Review: “Operation Grendel,” Daniel Schwabauer

Rating: 4 out of 5

Daniel Schwabauer’s military science fiction novel Operation Grendel is really intriguing, and it has a fascinating ending, but I can’t make the timeline of events that are critical to the ending make sense. If I could, this would easily be a 5/5 instead of a 4/5.

Military journalist Corporal Raymin Dahl is sent to accompany Captain Ansell Sterling on a diplomatic mission. The grendel wars started 28 years ago, and now the military is trying to negotiate a cease-fire. They’re even willing to give up their “edge” worlds in return for that peace. Grendels all wear a “symbo-collar” containing an “AI wyrm.” It’s an AI that’s integrated with the person’s mind. No one who’s had a symbo-collar put on them has ever defected from the grendels–and no one knows why. When Captain Sterling gets critically injured in an attack, he makes Dahl put on his comms, which contain a non-integrated AI–an AI that can’t get at parts of a person’s mind that they don’t choose to share. He insists that Dahl pretend to be him and take over the peace talks. Unfortunately, the local militia doesn’t think very highly of the idea of turning their world over to the grendels, so they come after Dahl and the marines who arrive to escort him to the talks.

I like the characterizations a lot. Dahl has led a complicated life, and we get to see bits and pieces of that along the way.
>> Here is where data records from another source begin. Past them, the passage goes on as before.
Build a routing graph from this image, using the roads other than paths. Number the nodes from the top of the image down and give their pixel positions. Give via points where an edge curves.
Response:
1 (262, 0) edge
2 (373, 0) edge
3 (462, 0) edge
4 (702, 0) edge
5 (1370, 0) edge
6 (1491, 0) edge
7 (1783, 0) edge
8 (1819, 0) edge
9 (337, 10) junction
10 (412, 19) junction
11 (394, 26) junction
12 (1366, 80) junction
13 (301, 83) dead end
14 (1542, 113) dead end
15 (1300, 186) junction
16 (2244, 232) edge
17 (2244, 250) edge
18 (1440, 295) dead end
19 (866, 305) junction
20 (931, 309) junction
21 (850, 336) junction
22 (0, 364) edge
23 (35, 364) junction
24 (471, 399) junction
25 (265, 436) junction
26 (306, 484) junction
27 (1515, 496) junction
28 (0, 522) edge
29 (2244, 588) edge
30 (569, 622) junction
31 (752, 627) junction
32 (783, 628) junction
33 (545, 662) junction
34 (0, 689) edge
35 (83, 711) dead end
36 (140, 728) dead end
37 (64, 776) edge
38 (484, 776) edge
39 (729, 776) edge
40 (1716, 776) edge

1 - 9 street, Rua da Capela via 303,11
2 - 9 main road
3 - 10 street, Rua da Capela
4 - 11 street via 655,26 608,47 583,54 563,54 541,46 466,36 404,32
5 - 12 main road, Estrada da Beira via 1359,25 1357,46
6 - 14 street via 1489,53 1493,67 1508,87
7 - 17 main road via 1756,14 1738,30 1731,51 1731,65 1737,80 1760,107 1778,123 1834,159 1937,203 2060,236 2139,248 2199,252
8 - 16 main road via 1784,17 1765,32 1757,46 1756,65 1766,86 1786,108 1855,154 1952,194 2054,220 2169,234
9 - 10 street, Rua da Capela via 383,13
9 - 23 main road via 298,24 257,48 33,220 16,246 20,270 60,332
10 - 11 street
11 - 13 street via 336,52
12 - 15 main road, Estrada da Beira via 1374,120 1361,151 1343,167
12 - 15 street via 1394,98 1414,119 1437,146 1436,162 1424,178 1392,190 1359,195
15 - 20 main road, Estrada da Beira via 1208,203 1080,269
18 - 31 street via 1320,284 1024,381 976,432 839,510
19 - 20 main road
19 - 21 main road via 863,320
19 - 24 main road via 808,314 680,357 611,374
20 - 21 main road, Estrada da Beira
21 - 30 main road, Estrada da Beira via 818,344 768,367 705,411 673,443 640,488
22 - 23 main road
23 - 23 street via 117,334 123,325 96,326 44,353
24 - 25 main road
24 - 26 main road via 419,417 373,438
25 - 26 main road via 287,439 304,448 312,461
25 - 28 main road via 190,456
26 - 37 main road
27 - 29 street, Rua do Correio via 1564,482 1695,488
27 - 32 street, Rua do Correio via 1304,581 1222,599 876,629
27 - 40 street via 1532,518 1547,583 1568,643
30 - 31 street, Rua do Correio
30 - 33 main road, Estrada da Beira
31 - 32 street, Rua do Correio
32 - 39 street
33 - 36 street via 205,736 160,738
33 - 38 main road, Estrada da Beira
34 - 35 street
His relationship with his famous military officer father didn’t go so well, and his relationship with Ivy didn’t end well. He seems to live a relatively solitary life. He’s written a bunch of puff pieces that seem to be slanted in the favor of the edge world militias, which doesn’t make everyone happy with him. His journey to taking on this monumental mission–one that could save millions of lives–has very unexpected consequences.

The pacing is on point with multiple ambushes and tense treks through dangerous areas. I had no trouble sticking with this story. However, I’m having difficulty writing this review because there’s one gaping apparent plot hole that is driving. Me. Insane. (I try to kind of explain it in the spoiler section marked below without totally giving it away. I think I succeeded.) I want the series of events to make sense so much, because it’s really neat. But I can’t get it to line up right, and that’s distracting me from thinking about the rest of the story.

I really like this unusual military SF story. It’s absolutely intriguing and unusual!

SPOILER WARNING: There’s a huge twist at the end that makes you re-think a whole lot of stuff. I thought it was utterly fantastic, but the more I think about the timeline of the book, the more confused I get. The twist-instigating event seems to have taken place at the time when Dahl first started working at the news syndicate–I think. If that’s so, the meeting between Sterling and Dahl and some of their interactions at the current time don’t make sense to me. But if it happened later, Dahl’s interactions with Ivy in the present wouldn’t make sense. There seems to be a rather big plot hole here. This is driving me kind of insane because I actively want the story to make sense because the idea is really freaking cool.